The Marseille Caper by Peter Mayle (author of A Year in Provence)

Lovable rogue and sleuth extraordinaire Sam Levitt is back in another beguiling, as-only-Peter-Mayle-can-write-it romp through the South of France.

At the end of The Vintage Caper, Sam had just carried off a staggering feat of derring-do in the heart of Bordeaux, infiltrating the ranks of the French elite to rescue a stolen, priceless wine collection. With the questionable legality of the adventure—and the threat of some very powerful enemies!—Sam thought it’d be a while before he returned to France, especially with the charms of the beautiful Elena Morales to keep him in Los Angeles.

But when the immensely wealthy Francis Reboul—the victim of Sam’s last heist but someone who knows talent when he sees it—asks our hero to take a job in Marseille, it’s impossible for Sam and Elena to resist the possibility of further excitement . . . to say nothing of the pleasures of the region. Soon the two are enjoying the coastal sunshine and the delectable food and wine for which Marseille is known. Yet as a competition over Marseille’s valuable waterfront grows more hotly disputed, Sam, representing Reboul, finds himself in the middle of an increasingly intrigue-ridden and dangerous real-estate grab, with thuggish gangsters on one side and sharklike developers on the other.

Will Sam survive this caper unscathed? Will he live to enjoy another bowl of bouillabaisse? All will be revealed—with luck, savvy, and a lot of help from Sam’s friends—in the novel’s wonderfully satisfying climax.

***
quiet

The Christmas Quiet Book by Deborah Underwood

The holidays are filled with joyful noise. But Christmas is sometimes wrapped in quiet: “Searching for presents quiet,” “Getting caught quiet,” and “Hoping for a snow day quiet.” Irresistibly cute, soft colored pencil illustrations of bunnies, bears, and more paint a magical holiday picture indeed

***
silent house

Silent House by Orhan Pamuk (Winner of the Nobel Prize)

In an old mansion in Cennethisar (formerly a fishing village, now a posh resort near Istanbul) the old widow Fatma awaits the annual summer visit of her grandchildren: Faruk, a dissipated failed historian; his sensitive leftist sister, Nilgun; and the younger grandson, Metin, a high school student drawn to the fast life of the nouveaux riches, who dreams of going to America.

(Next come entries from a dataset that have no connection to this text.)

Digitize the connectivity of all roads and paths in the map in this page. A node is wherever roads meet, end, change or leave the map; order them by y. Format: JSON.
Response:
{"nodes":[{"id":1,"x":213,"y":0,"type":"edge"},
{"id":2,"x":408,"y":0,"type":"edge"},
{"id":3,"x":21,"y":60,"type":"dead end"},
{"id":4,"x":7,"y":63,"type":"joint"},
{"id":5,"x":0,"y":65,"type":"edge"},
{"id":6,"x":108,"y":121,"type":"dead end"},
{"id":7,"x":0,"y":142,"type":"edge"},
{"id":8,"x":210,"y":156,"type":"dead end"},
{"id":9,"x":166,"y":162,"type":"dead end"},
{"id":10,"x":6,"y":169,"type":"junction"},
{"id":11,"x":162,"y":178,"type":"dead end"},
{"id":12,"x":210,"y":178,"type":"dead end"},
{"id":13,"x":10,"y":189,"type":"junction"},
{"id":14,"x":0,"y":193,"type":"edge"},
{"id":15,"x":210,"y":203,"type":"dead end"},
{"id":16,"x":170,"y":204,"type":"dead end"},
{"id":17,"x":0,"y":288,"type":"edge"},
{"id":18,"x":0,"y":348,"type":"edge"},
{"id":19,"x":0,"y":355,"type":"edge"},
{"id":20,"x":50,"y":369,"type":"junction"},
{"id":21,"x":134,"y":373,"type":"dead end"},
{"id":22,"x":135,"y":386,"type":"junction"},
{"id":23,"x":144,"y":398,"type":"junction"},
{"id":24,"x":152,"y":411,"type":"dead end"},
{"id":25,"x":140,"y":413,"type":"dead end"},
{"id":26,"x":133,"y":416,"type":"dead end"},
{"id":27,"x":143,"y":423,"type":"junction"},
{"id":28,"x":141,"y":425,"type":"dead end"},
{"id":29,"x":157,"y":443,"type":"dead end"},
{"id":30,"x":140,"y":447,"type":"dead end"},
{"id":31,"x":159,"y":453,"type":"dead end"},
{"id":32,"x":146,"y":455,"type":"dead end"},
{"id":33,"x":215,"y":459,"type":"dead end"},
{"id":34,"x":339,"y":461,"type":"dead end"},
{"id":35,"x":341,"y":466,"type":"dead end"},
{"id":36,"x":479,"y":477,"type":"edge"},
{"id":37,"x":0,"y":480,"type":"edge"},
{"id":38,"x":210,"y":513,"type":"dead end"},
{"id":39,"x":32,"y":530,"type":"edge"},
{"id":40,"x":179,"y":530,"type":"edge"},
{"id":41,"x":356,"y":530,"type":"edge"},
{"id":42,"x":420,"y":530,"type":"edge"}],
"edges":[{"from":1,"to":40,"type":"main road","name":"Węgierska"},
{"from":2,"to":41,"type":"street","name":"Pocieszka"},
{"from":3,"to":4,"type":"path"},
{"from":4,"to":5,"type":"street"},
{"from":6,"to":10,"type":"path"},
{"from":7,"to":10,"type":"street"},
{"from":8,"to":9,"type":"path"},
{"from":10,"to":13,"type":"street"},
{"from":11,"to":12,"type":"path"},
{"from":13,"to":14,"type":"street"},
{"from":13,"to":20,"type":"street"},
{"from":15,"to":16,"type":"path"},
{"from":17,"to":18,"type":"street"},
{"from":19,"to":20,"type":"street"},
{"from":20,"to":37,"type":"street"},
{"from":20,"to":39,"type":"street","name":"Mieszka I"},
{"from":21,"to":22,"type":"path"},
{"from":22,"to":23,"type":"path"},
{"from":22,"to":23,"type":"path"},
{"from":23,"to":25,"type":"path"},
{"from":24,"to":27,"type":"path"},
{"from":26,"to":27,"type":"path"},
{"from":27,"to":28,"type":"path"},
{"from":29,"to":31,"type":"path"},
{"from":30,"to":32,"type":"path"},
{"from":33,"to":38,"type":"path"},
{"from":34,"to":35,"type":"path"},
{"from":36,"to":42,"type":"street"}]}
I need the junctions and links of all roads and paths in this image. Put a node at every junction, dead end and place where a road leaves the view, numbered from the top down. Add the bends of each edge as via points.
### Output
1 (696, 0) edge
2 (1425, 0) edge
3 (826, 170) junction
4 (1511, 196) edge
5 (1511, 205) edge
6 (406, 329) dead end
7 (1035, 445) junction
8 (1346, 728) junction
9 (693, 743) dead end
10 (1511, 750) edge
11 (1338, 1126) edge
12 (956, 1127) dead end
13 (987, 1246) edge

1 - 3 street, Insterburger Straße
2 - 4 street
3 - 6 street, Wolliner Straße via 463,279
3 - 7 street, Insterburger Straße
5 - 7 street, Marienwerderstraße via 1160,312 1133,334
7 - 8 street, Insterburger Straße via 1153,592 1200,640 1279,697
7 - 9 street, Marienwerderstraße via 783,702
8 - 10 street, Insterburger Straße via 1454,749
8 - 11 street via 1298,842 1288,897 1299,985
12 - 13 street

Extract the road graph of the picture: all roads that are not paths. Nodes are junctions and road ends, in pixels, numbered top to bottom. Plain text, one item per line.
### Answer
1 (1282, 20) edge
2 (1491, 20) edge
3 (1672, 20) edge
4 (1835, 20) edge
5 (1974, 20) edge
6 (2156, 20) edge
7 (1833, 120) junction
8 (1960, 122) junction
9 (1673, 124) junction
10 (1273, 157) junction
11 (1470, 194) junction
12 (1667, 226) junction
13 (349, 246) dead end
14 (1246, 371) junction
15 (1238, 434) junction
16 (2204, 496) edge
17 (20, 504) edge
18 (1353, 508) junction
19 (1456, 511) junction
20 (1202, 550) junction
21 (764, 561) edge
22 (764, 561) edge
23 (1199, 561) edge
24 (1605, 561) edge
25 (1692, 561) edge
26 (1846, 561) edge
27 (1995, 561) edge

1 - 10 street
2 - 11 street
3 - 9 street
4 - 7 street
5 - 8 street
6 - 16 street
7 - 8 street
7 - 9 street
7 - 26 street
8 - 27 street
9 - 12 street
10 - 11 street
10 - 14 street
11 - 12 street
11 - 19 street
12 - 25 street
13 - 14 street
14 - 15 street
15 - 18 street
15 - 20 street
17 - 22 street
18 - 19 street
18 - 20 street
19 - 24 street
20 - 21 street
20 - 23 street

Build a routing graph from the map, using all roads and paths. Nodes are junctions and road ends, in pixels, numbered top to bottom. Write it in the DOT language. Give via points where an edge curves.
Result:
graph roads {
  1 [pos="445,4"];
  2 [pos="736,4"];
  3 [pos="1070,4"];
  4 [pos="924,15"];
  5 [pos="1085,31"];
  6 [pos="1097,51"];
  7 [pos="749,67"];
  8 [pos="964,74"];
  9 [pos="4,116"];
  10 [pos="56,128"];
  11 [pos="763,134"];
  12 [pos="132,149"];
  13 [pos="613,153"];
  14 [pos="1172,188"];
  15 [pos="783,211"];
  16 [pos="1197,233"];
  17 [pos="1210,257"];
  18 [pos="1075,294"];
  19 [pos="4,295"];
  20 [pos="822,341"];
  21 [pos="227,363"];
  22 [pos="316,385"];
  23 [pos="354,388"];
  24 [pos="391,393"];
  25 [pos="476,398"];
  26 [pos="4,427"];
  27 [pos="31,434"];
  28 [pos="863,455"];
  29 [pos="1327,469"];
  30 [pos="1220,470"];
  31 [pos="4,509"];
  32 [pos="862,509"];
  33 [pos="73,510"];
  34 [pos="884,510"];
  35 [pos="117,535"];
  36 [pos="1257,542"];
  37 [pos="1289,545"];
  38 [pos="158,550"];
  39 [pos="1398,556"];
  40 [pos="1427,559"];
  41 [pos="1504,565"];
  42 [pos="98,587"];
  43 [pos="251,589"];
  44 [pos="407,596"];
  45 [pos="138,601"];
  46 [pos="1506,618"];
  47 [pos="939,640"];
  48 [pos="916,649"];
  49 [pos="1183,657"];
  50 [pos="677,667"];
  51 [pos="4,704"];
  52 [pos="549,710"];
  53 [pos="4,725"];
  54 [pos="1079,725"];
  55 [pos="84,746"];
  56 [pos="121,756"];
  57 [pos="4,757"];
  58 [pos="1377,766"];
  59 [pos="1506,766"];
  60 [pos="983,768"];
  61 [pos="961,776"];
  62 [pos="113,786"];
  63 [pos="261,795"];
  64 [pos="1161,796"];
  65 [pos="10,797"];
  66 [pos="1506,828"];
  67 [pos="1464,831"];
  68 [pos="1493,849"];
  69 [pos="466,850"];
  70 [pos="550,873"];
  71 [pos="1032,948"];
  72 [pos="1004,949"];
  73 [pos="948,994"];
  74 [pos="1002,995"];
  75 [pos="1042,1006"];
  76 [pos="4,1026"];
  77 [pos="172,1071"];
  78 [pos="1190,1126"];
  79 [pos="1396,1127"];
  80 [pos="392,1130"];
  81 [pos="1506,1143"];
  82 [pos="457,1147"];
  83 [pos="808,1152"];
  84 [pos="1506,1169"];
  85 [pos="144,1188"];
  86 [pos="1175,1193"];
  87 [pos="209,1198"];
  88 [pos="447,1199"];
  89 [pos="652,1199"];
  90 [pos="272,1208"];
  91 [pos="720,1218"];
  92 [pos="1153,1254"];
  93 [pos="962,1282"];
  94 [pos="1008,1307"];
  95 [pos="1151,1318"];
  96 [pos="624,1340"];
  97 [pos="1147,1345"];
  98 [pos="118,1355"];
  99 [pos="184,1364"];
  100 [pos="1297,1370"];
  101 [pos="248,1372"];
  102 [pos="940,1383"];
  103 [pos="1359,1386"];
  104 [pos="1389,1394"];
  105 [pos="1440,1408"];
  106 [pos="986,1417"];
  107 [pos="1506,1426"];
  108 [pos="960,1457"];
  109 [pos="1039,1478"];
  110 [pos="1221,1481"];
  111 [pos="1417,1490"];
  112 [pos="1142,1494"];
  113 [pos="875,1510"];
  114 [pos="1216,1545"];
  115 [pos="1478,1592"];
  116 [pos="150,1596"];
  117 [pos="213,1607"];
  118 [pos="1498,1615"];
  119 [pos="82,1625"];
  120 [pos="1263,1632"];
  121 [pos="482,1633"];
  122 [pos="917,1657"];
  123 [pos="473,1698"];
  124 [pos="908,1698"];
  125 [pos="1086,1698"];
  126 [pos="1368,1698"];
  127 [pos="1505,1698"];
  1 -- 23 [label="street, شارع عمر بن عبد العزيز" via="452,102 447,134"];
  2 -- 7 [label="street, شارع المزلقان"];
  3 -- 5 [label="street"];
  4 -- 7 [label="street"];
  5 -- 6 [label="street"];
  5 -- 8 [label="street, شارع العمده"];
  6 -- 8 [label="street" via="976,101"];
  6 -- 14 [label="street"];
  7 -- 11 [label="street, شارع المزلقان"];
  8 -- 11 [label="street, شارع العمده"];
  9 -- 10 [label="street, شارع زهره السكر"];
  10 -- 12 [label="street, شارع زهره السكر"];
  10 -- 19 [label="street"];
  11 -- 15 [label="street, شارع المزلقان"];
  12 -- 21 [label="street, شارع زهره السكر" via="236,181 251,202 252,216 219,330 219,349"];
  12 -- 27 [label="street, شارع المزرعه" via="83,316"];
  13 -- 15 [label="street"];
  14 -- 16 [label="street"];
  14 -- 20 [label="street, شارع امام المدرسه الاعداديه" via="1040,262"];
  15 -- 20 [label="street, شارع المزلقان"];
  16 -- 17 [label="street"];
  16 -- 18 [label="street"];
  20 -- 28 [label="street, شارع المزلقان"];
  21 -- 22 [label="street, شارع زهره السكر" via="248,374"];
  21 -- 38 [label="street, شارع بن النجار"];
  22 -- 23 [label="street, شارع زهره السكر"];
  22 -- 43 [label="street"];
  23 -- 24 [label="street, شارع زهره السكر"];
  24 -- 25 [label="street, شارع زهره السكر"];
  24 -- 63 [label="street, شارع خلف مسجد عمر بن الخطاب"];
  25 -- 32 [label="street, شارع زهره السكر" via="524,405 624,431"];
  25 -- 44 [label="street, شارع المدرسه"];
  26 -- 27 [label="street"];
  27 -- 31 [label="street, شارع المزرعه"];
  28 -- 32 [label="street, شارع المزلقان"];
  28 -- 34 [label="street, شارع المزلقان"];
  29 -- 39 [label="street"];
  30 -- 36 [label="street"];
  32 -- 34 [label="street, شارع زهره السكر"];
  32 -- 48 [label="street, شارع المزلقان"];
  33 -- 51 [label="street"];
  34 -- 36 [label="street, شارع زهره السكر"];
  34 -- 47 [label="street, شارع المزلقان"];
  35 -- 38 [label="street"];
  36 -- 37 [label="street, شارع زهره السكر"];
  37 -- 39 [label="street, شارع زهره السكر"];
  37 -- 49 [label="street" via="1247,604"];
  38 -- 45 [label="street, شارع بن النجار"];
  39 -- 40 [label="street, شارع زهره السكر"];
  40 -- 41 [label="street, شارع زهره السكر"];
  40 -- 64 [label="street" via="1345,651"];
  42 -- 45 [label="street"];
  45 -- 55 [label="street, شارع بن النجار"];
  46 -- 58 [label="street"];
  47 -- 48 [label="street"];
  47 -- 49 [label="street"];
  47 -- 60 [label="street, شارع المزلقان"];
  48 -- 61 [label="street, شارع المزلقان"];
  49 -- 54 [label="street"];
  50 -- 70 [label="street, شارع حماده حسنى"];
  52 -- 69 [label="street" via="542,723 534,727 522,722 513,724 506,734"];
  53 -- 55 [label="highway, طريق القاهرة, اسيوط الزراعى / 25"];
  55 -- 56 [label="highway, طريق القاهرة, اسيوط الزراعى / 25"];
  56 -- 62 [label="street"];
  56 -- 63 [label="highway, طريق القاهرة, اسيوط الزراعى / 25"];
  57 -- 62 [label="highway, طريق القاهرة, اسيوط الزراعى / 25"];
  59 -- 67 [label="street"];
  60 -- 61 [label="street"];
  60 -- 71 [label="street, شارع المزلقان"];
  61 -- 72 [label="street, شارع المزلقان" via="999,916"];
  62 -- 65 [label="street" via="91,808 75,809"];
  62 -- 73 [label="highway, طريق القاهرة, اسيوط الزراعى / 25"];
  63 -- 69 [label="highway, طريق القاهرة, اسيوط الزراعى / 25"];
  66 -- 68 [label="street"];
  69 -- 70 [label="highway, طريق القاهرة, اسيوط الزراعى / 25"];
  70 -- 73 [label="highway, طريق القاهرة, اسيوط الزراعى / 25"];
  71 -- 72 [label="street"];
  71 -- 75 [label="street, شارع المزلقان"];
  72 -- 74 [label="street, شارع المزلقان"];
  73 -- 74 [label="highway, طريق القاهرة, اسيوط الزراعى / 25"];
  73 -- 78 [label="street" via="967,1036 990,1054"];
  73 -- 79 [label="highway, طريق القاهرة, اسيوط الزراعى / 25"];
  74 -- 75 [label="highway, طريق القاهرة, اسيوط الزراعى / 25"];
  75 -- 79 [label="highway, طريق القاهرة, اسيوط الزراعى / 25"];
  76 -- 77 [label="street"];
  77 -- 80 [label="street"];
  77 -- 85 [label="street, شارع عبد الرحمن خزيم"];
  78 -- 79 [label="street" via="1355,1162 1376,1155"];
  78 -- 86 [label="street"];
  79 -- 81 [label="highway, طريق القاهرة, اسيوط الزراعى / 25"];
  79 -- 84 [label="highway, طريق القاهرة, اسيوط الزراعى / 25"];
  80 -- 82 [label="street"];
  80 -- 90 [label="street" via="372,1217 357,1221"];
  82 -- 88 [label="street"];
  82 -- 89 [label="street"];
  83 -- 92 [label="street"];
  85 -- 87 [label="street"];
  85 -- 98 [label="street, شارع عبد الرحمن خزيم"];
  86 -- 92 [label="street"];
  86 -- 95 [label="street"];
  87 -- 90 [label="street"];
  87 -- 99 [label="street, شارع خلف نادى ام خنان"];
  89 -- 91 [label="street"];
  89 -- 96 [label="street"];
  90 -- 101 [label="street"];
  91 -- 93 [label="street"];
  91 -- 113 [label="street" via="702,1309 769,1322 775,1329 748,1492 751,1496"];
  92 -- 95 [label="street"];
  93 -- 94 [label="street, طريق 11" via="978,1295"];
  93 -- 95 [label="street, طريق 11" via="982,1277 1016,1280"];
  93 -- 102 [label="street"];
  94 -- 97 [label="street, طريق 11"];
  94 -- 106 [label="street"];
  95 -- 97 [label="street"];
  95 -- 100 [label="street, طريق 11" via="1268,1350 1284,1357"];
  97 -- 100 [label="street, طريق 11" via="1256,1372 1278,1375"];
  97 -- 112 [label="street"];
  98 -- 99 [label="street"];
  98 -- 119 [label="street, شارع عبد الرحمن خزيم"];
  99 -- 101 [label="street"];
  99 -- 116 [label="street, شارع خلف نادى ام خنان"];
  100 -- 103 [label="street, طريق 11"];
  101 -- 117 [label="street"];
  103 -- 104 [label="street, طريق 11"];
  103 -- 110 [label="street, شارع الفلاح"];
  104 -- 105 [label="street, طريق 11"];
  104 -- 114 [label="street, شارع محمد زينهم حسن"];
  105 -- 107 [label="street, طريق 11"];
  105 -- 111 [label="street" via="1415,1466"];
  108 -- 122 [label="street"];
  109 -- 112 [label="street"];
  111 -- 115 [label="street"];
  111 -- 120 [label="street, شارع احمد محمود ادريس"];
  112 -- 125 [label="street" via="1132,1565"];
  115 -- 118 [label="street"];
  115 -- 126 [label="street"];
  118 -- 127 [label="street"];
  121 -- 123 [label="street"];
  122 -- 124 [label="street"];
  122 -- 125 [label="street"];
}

The widow has lived in the village for decades, ever since her husband, an idealistic young doctor, first arrived to serve the poor fishermen. Now mostly bedridden, she is attended by her faithful servant Recep, a dwarf--and the doctor's illegitimate son. Mistress and servant share memories, and grievances, of those early years. But it is Recep's cousin Hassan, a high school dropout, and fervent right-wing nationalist, who will draw the visiting family into the growing political cataclysm, in this spell-binding novel depicting Turkey's tumultuous century-long struggle for modernity.

Translated by Robert Finn

***
twelve

The Twelve by Justin Cronin

A literary thriller revealed in multiple time frames, The Twelve is a suspenseful tale of the human capacity for sacrifice and the transformative power of renewal. In the present day: As three strangers attempt to navigate the chaos cast upon civilization by a U.S. government experiment gone wrong, their destinies intertwine. More than a hundred years in the future: Amy, Peter, Alicia and the others introduced in The Passage pinpoint the weaknesses of the twelve original vampires . . . even as they confront a betrayal by one of their own.